Stop Talking About Conservation. We Need Restoration and Rehabilitation.

credit: Wikipedia Commons

Last night I wrote a post titled "The fight against climate change is momentous (and also not that hard)".

As soon as I published it, I began second guessing the title. (And it looks like at least one commenter is calling me out on it!) What I was really getting at is that it wouldn't take that much (if we all committed to it) to reach a tipping point where clean energy becomes more economical than dirty energy. We have a very real opportunity to transform how we generate energy and transport goods and people within the next couple of decades.

But reaching that tipping point will only be the beginning in the fight against climate change and ecological destruction.

Even if we woke up tomorrow and our entire grid was running on renewables, and each of us was peddling an ELF, we'd still be dealing with alarming deforestation. We'd still be in the midst of a ruinous mass extinction. We'd still be faced with the consequences of aquatic dead zones, overfishing and plastic-riddled seas. And we'd still be eating food grown by an outdated agricultural paradigm that treats soil (and air and water) like dirt.

It's within this context that I started mulling on current conservation efforts.

Having just watched Mission Blue, I excited as all hell about Sylvia Earle's efforts to protect 20% of the oceans as marine conservation parks (Hope Spots, as she calls them.) But I am beginning to think that "conservation" as a term has its distinct limitations.
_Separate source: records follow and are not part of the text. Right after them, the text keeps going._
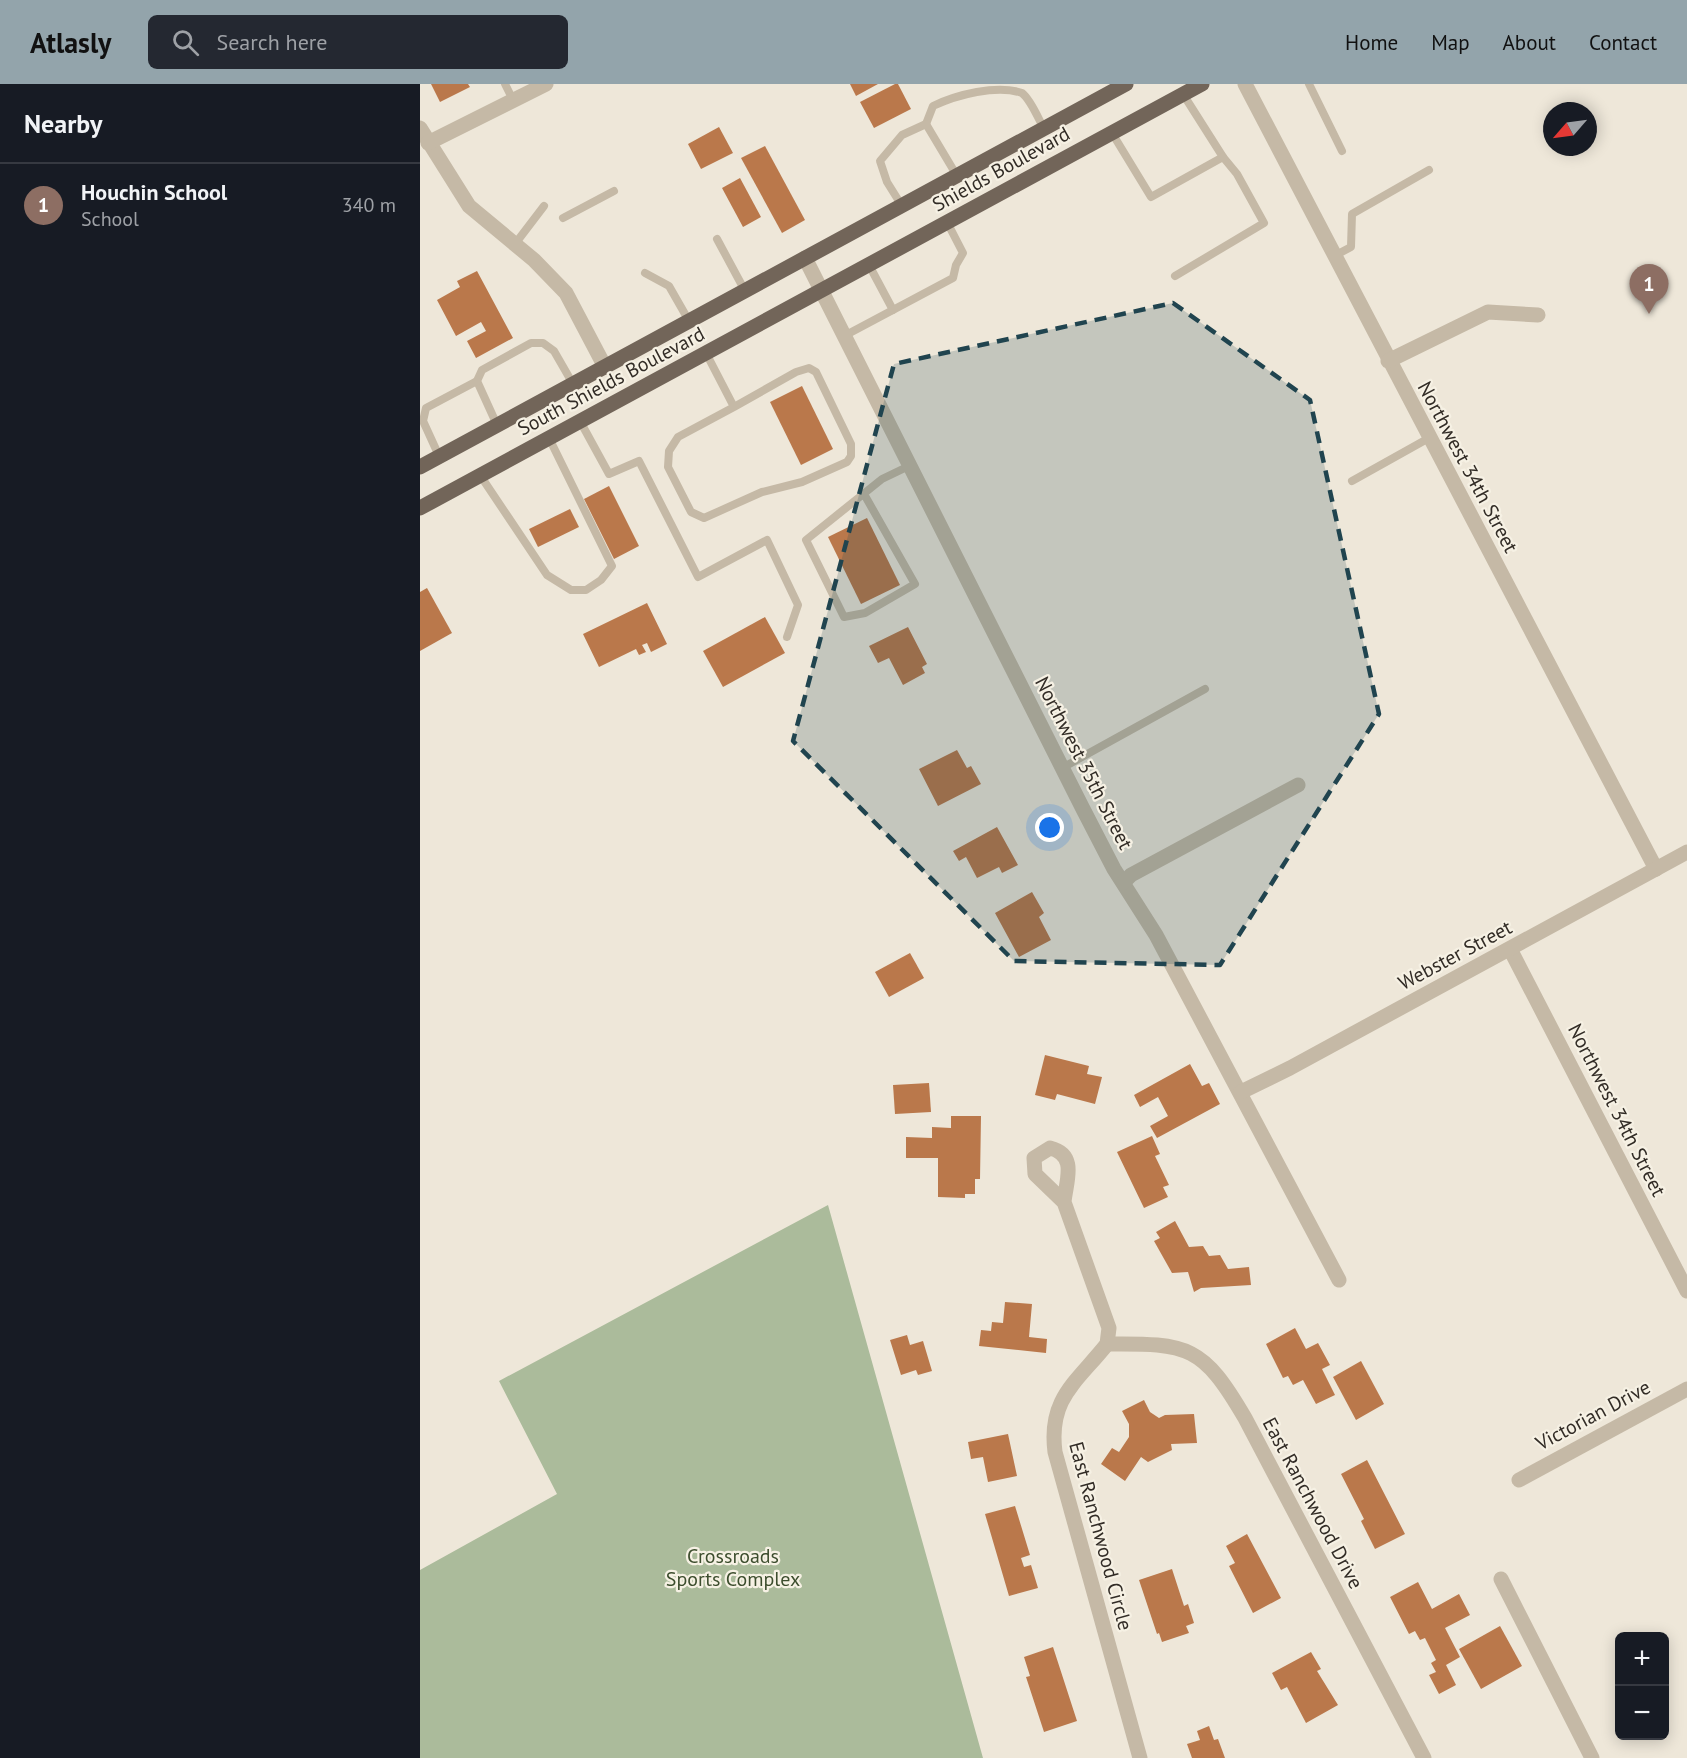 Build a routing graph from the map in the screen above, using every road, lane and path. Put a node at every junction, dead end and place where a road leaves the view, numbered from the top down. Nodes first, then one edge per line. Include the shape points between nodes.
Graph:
1 (505, 84) edge
2 (546, 84) edge
3 (1126, 84) edge
4 (1202, 84) edge
5 (1245, 84) edge
6 (1309, 84) edge
7 (1183, 94) junction
8 (513, 100) junction
9 (926, 124) junction
10 (420, 128) edge
11 (1044, 129) junction
12 (1112, 133) junction
13 (428, 143) junction
14 (1342, 151) dead end
15 (1223, 157) junction
16 (1429, 170) dead end
17 (957, 176) junction
18 (614, 191) dead end
19 (544, 206) dead end
20 (902, 206) junction
21 (563, 218) dead end
22 (947, 222) junction
23 (717, 238) dead end
24 (514, 244) junction
25 (1334, 256) junction
26 (805, 258) junction
27 (869, 265) junction
28 (645, 273) dead end
29 (1175, 276) dead end
30 (745, 291) junction
31 (821, 291) junction
32 (893, 310) junction
33 (1538, 315) dead end
34 (689, 321) junction
35 (844, 336) junction
36 (706, 353) junction
37 (1389, 361) junction
38 (605, 367) junction
39 (477, 381) junction
40 (573, 384) junction
41 (734, 407) junction
42 (580, 422) junction
43 (497, 425) junction
44 (549, 438) junction
45 (1429, 438) junction
46 (439, 456) junction
47 (909, 466) junction
48 (420, 467) edge
49 (480, 475) junction
50 (1352, 481) dead end
51 (864, 494) junction
52 (420, 508) edge
53 (787, 637) dead end
54 (1205, 689) dead end
55 (1062, 768) junction
56 (1298, 785) dead end
57 (1687, 852) edge
58 (1656, 869) junction
59 (1124, 882) junction
60 (1510, 949) junction
61 (1241, 1092) junction
62 (1064, 1202) dead end
63 (1339, 1280) dead end
64 (1687, 1291) edge
65 (1107, 1344) junction
66 (1687, 1389) edge
67 (1519, 1480) dead end
68 (1501, 1579) dead end
69 (1140, 1758) edge
70 (1424, 1758) edge
71 (1592, 1758) edge

1 - 8 lane
2 - 8 street
3 - 11 main road, Shields Boulevard
4 - 7 main road, Shields Boulevard
5 - 25 street, Northwest 34th Street
6 - 14 lane
7 - 12 main road, Shields Boulevard
7 - 15 lane
8 - 13 street
9 - 11 lane via 933,106 956,95 991,87 1010,88 1023,94
9 - 17 lane
9 - 20 lane via 902,135 880,161
10 - 13 street
11 - 17 main road, Shields Boulevard
12 - 15 lane via 1151,197
12 - 22 main road, Shields Boulevard
13 - 24 street via 469,206
15 - 29 lane via 1264,223
16 - 25 lane via 1352,214 1351,247
17 - 20 main road, Shields Boulevard
18 - 21 lane
19 - 24 lane
20 - 26 main road, Shields Boulevard
22 - 27 main road, Shields Boulevard
22 - 32 lane via 963,254 953,278
23 - 30 lane
24 - 38 street via 566,293
25 - 37 street, Northwest 34th Street
26 - 30 main road, South Shields Boulevard
26 - 31 street, Northwest 35th Street
27 - 31 main road, Shields Boulevard
27 - 32 lane
28 - 34 lane via 669,286
30 - 34 main road, South Shields Boulevard
31 - 35 street, Northwest 35th Street
31 - 36 main road, South Shields Boulevard
32 - 35 lane
33 - 37 street via 1488,312
34 - 38 main road, South Shields Boulevard
35 - 47 street, Northwest 35th Street
36 - 41 lane
36 - 42 main road, South Shields Boulevard
37 - 45 street, Northwest 34th Street
38 - 40 main road, South Shields Boulevard
39 - 40 lane via 482,370 531,343 543,343 554,351
39 - 43 lane
39 - 46 lane via 426,408 423,421
40 - 43 main road, South Shields Boulevard
41 - 41 lane via 678,437 669,451 668,467 691,512 704,518 762,492 802,482 847,462 851,456 851,444 816,372 809,368
42 - 44 main road, South Shields Boulevard
42 - 53 lane via 609,474 639,461 698,577 767,540 798,605
43 - 46 main road, South Shields Boulevard
44 - 49 main road, South Shields Boulevard
44 - 49 lane via 612,566 601,580 585,590 571,590 547,575
45 - 50 lane
45 - 58 street, Northwest 34th Street
46 - 48 main road, South Shields Boulevard
47 - 51 lane via 882,479
47 - 55 street, Northwest 35th Street
49 - 52 main road, South Shields Boulevard
51 - 51 lane via 806,540 844,617 866,614 915,585
54 - 55 lane
55 - 59 street, Northwest 35th Street
56 - 59 street via 1131,874
57 - 58 street, Webster Street
58 - 60 street, Webster Street
59 - 61 street, Northwest 35th Street
60 - 61 street, Webster Street
60 - 64 street, Northwest 34th Street
61 - 63 street, Northwest 35th Street
62 - 65 street via 1109,1328
65 - 69 street, East Ranchwood Circle via 1063,1395 1053,1437
65 - 70 street, East Ranchwood Drive via 1170,1346 1187,1351 1217,1373 1245,1418
66 - 67 street, Victorian Drive
68 - 71 street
Yes, preserving existing ecosystems is a crucial and valuable cause, but just as funding clean energy and energy efficiency is a starting point for necessary change, so too "conservation" needs to be a gateway to something much, much bigger: restoration and rehabilitation. Not only is this necessary given the destruction we have wrought, it's also, perhaps counterintuitively, much easier to get people on board, at least with the concept.

From flood-hit villages who are reforesting their degraded hillsides to a single man planting up a 136 acre forest, the idea of planting a garden, nurturing our surroundings, and restoring what we've lost resonates with many of us in a way that simply putting a fence around existing biodiversity can never really do. (Yes, I know I am oversimplifying the great work of conservationists—but that's how it is often perceived.)

From increasing, regenerating and "rewilding" pure wilderness areas to creating space for nature within our new energy infrastructure, from promoting truly restorative agroecology to reducing the sprawl of our cities, there's nothing easy or simple about executing this necessary transition. There will be those who are unmotivated or uninterested in getting on board. And there will be those, many of whom have profited handsomely from the status quo, who will actively oppose it.

But there is also an increasing number of people the world over who are facing the very real, devastating consequences of business as usual. As these people look for solutions, it's not going to be enough—nor is it particularly interesting—to talk about "limiting the damage".

We have to set out on repairing what is broken.